Из Энгры, столицы королевства, приходили разные слухи. Граф Ирс, окопавшийся при дворе, мутит воду и призывает разорвать вассальную присягу Метриену, поскольку король находится в заточении и, стало быть, не способен исполнять монаршие обязанности. В таком случае позволительно отступить от буквы закона. Если рыцарство Сантлака примет совет опального графа — быть войне! А прежде того — быть Большому турниру в Энгре! Словом, его милость сэр ок-Дрейс сам не явился, прислал сенешаля. Белобрысый парень, старший стражник, до тех пор ходивший, задрав нос, разом утратил заносчивость и в присутствии господина сенешаля стал скромен и почтителен. Сопроводил начальство в тюрьму, продемонстрировал заключенных. Те, разумеется, просили нового расследования и клялись, что их признание вырвано силой. Однако, благодаря стараниям жен и посредничеству Гедора, выглядели они сытыми и отнюдь не изможденными. Синяки и ссадины зажили — времени-то минуло достаточно.
Словом, господин сенешаль не поверил ни единому слову изобличенных убийц, похлопал белобрысого по крепкому плечу и отправился обедать, бросив напоследок, что вынесет приговор завтра. Будет суд, торжественное действо. Не наспех виновных приговорят, не на ходу, а как положено, с соблюдением закона. Закон — прежде всего!
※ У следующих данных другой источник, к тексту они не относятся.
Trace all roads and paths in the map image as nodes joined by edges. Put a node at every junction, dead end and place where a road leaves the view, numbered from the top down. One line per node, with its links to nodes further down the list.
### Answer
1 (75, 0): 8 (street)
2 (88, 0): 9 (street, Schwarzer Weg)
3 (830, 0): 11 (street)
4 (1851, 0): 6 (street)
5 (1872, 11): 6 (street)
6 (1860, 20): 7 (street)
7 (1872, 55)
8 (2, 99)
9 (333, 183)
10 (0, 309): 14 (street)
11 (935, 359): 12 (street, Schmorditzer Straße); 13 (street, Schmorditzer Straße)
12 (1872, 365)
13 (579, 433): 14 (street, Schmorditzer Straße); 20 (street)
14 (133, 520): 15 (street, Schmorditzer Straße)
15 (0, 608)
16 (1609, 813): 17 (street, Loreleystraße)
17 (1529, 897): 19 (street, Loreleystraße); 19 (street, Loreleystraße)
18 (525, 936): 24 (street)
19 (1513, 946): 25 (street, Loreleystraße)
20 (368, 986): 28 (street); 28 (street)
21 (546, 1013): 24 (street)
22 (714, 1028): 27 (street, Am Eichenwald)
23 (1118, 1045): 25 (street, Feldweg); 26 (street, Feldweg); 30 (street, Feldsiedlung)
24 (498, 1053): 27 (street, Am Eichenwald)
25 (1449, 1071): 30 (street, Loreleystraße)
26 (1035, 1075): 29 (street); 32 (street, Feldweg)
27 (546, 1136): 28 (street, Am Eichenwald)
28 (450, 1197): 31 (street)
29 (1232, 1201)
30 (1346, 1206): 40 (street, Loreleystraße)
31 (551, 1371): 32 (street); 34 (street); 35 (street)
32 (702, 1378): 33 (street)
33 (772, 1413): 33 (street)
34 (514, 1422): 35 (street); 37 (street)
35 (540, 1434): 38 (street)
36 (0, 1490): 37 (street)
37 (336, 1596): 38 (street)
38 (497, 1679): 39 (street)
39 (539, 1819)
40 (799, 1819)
Только теперь до горожан дошло, что справедливого суда ждать не следует. Абсурдность ситуации была до того очевидной, что прежде сомнений не возникало — сенешаль не сможет утвердить приговор всем обвиняемым! Либо ткач виновен, либо троица из «Золотой бочки»! А еще вернее — невиновны все четверо. О этом городские старшины и пытались поговорить, объяснить… Но сенешаль заявил, что устал с дороги, да и замерз. Теперь время обеденное, а суд — завтра. Завтра кто хочет, пусть на суде говорит. Всем желающим слово дадут.
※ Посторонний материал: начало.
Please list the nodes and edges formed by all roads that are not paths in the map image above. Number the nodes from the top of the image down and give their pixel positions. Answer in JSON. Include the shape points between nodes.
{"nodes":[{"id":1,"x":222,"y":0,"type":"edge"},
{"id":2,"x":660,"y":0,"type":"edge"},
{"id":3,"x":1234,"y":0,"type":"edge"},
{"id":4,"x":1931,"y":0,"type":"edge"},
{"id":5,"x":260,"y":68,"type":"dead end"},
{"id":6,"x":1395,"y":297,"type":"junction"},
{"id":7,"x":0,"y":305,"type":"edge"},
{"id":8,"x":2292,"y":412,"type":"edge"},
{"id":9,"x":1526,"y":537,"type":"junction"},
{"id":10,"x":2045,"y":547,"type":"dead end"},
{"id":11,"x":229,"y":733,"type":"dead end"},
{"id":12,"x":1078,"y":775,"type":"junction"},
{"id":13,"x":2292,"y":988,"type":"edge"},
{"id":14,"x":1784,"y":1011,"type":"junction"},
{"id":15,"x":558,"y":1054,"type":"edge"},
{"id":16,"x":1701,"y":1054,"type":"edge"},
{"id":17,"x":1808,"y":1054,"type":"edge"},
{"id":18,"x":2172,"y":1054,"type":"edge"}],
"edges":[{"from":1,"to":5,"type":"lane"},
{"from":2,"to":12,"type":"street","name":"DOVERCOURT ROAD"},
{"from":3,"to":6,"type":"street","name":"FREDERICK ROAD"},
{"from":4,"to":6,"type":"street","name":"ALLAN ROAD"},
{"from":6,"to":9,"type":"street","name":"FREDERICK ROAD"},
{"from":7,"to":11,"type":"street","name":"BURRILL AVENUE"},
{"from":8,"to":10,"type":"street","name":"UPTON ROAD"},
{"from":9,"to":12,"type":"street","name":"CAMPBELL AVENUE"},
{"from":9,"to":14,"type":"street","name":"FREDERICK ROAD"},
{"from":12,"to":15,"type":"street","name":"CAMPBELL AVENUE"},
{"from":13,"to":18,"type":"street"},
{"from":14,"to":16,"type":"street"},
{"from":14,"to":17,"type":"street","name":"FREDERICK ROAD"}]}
Гедор, спустившись со своими к обеду, снова застал хозяйку в слезах. Выслушав сбивчивый, перемежаемый всхлипываниями рассказ, заявил:
— А ведь можно попробовать твоему горю помочь, можно.
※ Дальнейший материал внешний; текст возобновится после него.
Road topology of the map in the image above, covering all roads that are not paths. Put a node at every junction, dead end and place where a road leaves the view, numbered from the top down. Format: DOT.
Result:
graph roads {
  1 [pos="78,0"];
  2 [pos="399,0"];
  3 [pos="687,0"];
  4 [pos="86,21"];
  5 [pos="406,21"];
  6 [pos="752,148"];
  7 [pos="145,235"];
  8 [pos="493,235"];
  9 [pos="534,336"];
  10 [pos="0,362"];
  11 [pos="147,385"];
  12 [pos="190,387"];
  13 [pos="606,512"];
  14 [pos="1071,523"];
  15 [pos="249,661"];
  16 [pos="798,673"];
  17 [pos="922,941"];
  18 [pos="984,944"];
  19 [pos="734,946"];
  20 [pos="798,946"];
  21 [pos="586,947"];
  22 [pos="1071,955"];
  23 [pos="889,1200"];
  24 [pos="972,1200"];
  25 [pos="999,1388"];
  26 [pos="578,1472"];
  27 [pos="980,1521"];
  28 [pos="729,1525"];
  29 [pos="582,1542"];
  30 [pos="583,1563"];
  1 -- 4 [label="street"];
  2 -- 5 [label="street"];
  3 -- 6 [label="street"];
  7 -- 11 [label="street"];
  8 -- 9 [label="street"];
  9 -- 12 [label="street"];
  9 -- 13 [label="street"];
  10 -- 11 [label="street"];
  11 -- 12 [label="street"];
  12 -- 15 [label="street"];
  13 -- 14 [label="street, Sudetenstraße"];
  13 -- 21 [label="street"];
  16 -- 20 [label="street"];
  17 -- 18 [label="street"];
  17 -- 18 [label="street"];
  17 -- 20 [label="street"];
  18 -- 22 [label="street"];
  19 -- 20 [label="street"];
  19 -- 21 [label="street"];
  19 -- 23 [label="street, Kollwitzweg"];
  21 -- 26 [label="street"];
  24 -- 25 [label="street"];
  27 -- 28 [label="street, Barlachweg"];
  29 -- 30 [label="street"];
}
Хозяйка удивилась и воззрилась на постояльца с надеждой.
— Как же, мастер Гедор? Что требуется сделать? Только скажите, как?
— Да все так же… но сенешаль возьмет дороже, это не стражник, не пацан сопливый.
Деньги у хозяйки имелись, муж во время свидания улучил минутку и шепнул, где прячет сбережения. Жалко, Гилфинг свидетель, до смерти жалко отдавать скопленное за всю жизнь — но ведь за жизнь и платить придется. Ведь, того и гляди, на виселицу отправят ни за что…
Разумеется, трапезная постоялого двора — не то место, где можно переговорить тайно. Беседу Гедора с хозяйкой слышали, и, конечно, отыскались добрые люди, известившие жену ткача и родню арестованных работников. У этих денег не было, так что они кинулись к главам цехов. Тем не хотелось бы, но деться некуда — доведенные до отчаяния родственники обреченных вымолили у старшин обещание заплатить.
Вечером к Гедору подступила целая толпа с мольбами устроить дело. Тот внимательно выслушал всех, расспросил, кто сколько готов внести — и согласился.
— Обещать не могу, добрые люди, — спокойно ответил, — но помочь попытаюсь. Только вот что… Дело-то ясное, да сенешаль своего человека слушать станет, а не меня. Разжалобить или убедить разумными доводами его невозможно. Так что… сами понимаете. Готовы мне доверять? Вопрос-то щекотливый, вы же не сможете пойти к господину сенешалю и спросить, все ли я ему отдал, не прилипло ли чего у меня к рукам… Я в родном городе людям часто помогал, но они меня сызмальства знали, верили, что гроша чужого не возьму.